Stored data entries
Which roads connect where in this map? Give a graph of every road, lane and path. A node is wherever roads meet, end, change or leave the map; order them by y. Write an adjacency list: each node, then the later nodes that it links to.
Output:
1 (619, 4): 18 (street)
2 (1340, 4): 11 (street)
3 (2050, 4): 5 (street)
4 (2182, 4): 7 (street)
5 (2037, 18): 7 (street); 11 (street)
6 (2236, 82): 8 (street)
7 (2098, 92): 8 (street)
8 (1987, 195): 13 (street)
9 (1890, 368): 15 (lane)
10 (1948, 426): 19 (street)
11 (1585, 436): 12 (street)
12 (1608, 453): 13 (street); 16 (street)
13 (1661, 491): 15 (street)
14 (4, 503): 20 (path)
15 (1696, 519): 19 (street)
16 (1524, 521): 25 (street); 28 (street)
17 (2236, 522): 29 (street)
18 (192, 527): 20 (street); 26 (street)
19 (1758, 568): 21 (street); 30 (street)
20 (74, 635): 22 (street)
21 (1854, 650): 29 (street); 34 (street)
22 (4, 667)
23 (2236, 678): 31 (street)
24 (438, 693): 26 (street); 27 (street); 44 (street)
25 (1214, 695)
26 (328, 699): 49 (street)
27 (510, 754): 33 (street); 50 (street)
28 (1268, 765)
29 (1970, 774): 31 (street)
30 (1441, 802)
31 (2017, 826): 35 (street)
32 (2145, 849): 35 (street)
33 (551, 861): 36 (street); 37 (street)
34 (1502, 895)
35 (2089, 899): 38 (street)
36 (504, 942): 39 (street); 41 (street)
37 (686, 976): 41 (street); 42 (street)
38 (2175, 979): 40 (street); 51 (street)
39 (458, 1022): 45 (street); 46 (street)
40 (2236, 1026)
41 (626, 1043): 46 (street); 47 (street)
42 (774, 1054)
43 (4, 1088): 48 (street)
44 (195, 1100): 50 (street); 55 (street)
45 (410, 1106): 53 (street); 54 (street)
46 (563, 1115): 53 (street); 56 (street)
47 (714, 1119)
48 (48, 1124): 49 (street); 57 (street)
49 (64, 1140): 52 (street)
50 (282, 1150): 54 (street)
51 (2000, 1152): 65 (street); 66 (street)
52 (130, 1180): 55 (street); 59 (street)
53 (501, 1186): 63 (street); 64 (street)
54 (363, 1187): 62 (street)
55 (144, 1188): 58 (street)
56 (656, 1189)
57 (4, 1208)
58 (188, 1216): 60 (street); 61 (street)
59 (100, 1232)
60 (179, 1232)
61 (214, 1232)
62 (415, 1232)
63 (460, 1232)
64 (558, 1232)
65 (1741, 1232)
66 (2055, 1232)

(TASK TO COMPLETE): Please transcribe the records in full, keeping every word as it is.

(EXERCISE RESPONSE):
Which roads connect where in this map? Give a graph of every road, lane and path. A node is wherever roads meet, end, change or leave the map; order them by y. Write an adjacency list: each node, then the later nodes that it links to.
Output:
1 (619, 4): 18 (street)
2 (1340, 4): 11 (street)
3 (2050, 4): 5 (street)
4 (2182, 4): 7 (street)
5 (2037, 18): 7 (street); 11 (street)
6 (2236, 82): 8 (street)
7 (2098, 92): 8 (street)
8 (1987, 195): 13 (street)
9 (1890, 368): 15 (lane)
10 (1948, 426): 19 (street)
11 (1585, 436): 12 (street)
12 (1608, 453): 13 (street); 16 (street)
13 (1661, 491): 15 (street)
14 (4, 503): 20 (path)
15 (1696, 519): 19 (street)
16 (1524, 521): 25 (street); 28 (street)
17 (2236, 522): 29 (street)
18 (192, 527): 20 (street); 26 (street)
19 (1758, 568): 21 (street); 30 (street)
20 (74, 635): 22 (street)
21 (1854, 650): 29 (street); 34 (street)
22 (4, 667)
23 (2236, 678): 31 (street)
24 (438, 693): 26 (street); 27 (street); 44 (street)
25 (1214, 695)
26 (328, 699): 49 (street)
27 (510, 754): 33 (street); 50 (street)
28 (1268, 765)
29 (1970, 774): 31 (street)
30 (1441, 802)
31 (2017, 826): 35 (street)
32 (2145, 849): 35 (street)
33 (551, 861): 36 (street); 37 (street)
34 (1502, 895)
35 (2089, 899): 38 (street)
36 (504, 942): 39 (street); 41 (street)
37 (686, 976): 41 (street); 42 (street)
38 (2175, 979): 40 (street); 51 (street)
39 (458, 1022): 45 (street); 46 (street)
40 (2236, 1026)
41 (626, 1043): 46 (street); 47 (street)
42 (774, 1054)
43 (4, 1088): 48 (street)
44 (195, 1100): 50 (street); 55 (street)
45 (410, 1106): 53 (street); 54 (street)
46 (563, 1115): 53 (street); 56 (street)
47 (714, 1119)
48 (48, 1124): 49 (street); 57 (street)
49 (64, 1140): 52 (street)
50 (282, 1150): 54 (street)
51 (2000, 1152): 65 (street); 66 (street)
52 (130, 1180): 55 (street); 59 (street)
53 (501, 1186): 63 (street); 64 (street)
54 (363, 1187): 62 (street)
55 (144, 1188): 58 (street)
56 (656, 1189)
57 (4, 1208)
58 (188, 1216): 60 (street); 61 (street)
59 (100, 1232)
60 (179, 1232)
61 (214, 1232)
62 (415, 1232)
63 (460, 1232)
64 (558, 1232)
65 (1741, 1232)
66 (2055, 1232)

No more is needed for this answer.